Kau bukan seperti para rupawan layaknya pemuda-pemuda pengisi pariwara, gelakmu sombong dalam bisu, lenggang kedua kakimu tak lebih baik dari pemuda teman sekelas kita. Aku menggambarkanmu sebagai seluruh elegi, namun senyummu kerap melumer tanpa cela.
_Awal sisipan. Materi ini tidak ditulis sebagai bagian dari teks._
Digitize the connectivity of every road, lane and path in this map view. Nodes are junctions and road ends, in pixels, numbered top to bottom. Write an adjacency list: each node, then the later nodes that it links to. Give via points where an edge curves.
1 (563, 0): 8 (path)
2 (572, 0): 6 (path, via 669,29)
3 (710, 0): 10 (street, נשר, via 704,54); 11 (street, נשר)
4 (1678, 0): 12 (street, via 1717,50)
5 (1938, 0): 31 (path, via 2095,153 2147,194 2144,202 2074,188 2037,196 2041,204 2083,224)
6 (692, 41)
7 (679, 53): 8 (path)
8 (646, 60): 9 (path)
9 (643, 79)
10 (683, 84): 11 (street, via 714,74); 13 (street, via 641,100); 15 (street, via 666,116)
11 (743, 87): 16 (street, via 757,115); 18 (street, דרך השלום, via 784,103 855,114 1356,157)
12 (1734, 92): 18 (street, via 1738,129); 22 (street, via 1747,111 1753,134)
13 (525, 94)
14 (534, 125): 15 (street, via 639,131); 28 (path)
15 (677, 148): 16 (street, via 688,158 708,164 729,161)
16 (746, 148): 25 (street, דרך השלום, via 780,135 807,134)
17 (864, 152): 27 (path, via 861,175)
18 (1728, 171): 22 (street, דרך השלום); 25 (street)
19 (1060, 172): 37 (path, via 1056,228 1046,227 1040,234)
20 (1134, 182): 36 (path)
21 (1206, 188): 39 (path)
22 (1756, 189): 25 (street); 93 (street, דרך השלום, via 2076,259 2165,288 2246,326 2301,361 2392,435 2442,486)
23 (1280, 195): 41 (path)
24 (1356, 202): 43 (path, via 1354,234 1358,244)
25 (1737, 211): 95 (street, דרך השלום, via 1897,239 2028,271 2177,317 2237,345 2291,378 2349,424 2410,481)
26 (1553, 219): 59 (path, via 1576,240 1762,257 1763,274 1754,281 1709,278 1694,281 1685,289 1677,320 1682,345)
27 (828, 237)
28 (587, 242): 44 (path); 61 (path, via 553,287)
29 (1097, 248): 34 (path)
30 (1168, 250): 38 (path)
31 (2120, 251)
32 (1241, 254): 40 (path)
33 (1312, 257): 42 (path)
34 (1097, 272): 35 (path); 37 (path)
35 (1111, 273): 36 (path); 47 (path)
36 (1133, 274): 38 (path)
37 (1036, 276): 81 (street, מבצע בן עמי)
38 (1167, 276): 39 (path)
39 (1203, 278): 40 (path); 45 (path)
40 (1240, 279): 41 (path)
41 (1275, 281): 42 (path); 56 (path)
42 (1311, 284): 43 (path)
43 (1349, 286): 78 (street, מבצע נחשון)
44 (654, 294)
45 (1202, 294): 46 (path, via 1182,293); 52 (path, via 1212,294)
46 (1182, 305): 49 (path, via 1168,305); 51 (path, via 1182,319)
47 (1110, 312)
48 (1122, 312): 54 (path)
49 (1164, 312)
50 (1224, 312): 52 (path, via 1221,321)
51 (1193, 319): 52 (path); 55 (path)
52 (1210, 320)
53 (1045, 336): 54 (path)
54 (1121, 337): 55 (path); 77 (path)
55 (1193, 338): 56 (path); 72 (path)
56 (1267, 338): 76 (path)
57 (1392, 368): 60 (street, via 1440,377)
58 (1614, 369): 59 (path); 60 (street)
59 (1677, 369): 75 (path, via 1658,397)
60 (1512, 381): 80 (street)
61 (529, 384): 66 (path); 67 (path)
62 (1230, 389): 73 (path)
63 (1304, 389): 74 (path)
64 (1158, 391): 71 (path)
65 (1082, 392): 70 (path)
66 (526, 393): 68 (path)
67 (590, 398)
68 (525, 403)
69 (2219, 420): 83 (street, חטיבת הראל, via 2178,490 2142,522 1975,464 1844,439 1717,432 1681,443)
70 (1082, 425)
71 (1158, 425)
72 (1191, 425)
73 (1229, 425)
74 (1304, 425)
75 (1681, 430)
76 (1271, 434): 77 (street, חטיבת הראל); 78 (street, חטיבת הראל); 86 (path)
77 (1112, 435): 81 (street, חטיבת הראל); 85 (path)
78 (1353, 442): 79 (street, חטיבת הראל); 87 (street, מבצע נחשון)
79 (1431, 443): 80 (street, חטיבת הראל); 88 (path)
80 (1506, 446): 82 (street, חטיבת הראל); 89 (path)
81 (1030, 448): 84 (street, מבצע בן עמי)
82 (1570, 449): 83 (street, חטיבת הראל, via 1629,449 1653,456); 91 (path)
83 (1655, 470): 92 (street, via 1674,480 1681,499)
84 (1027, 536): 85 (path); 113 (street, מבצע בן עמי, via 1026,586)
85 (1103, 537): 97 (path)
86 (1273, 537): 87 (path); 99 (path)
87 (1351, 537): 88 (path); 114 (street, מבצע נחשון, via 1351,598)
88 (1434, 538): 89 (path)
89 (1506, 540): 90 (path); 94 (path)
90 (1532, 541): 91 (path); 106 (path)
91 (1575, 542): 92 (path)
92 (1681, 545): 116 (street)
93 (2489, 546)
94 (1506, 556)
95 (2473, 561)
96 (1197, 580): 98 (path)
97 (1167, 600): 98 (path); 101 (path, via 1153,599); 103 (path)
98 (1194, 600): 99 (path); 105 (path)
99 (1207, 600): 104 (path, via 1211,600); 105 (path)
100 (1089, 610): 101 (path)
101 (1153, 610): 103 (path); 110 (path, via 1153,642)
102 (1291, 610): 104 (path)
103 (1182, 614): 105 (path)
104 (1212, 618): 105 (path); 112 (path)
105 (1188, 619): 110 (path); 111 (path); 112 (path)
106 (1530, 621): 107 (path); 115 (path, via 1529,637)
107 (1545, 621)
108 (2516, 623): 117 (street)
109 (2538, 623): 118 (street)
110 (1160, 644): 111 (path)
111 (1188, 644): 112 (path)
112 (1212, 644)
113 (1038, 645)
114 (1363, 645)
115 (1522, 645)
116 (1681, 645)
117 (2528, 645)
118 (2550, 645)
Menunggu gaung senja dalam ratusan menit, aku, kau, dan teman kita, mengisinya dengan kelakar. Tak ada yang khusus dari obrolan pengisi kala, sampai sederet kata beringsut darinya. Semangatku meraung dalam diam tatkala kalian membicarakan hal itu. Aku memaksa ikut serta. Dan aku mengerti, satu lagi yang membuatmu tanpa cela di tengah elegimu; caramu mendengar dan berbicara.


“Gua punya cara sendiri dalam mencari sahabat, Vin,” ungkapmu sekonyong-konyong. “gua tinggal jadi diri gua sendiri yang lu tau kayak gini, ngeselin, egois banget kan? Dan gua liat siapa yang masih mau nempel sama gua,” lanjutmu. Kau mendengus lalu melanjutkan bercerita, “siapa coba yang tahan sama kepribadian gua?” Kau terkekeh.


Aku. Tak berani aku mengungkapkan jawaban lewat indera wicara. Aku tersenyum merespons kelakarmu yang kadang sulit kucerna.


“Senyum itu ibadah kan ya? Tapi gua senyum tuh orang malah kesel. Gua emang ngeselin.” Kau kembali mendengus, tertawa. Menganggap lucu seluruh keburukan dirimu sendiri.


Tidak buatku, Fred. Senyummu sungguh tanpa cela.


Dan hari-hari berikutnya, aku tak pernah kuasa menyimpan kesima. Engkau dengan pendirianmu yang egois dan terbiasa sendiri, dan aku dengan perasaanku yang tetap sama sedari ra pertama mendukungmu untuk bercahaya dalam panggung dirimu sendiri.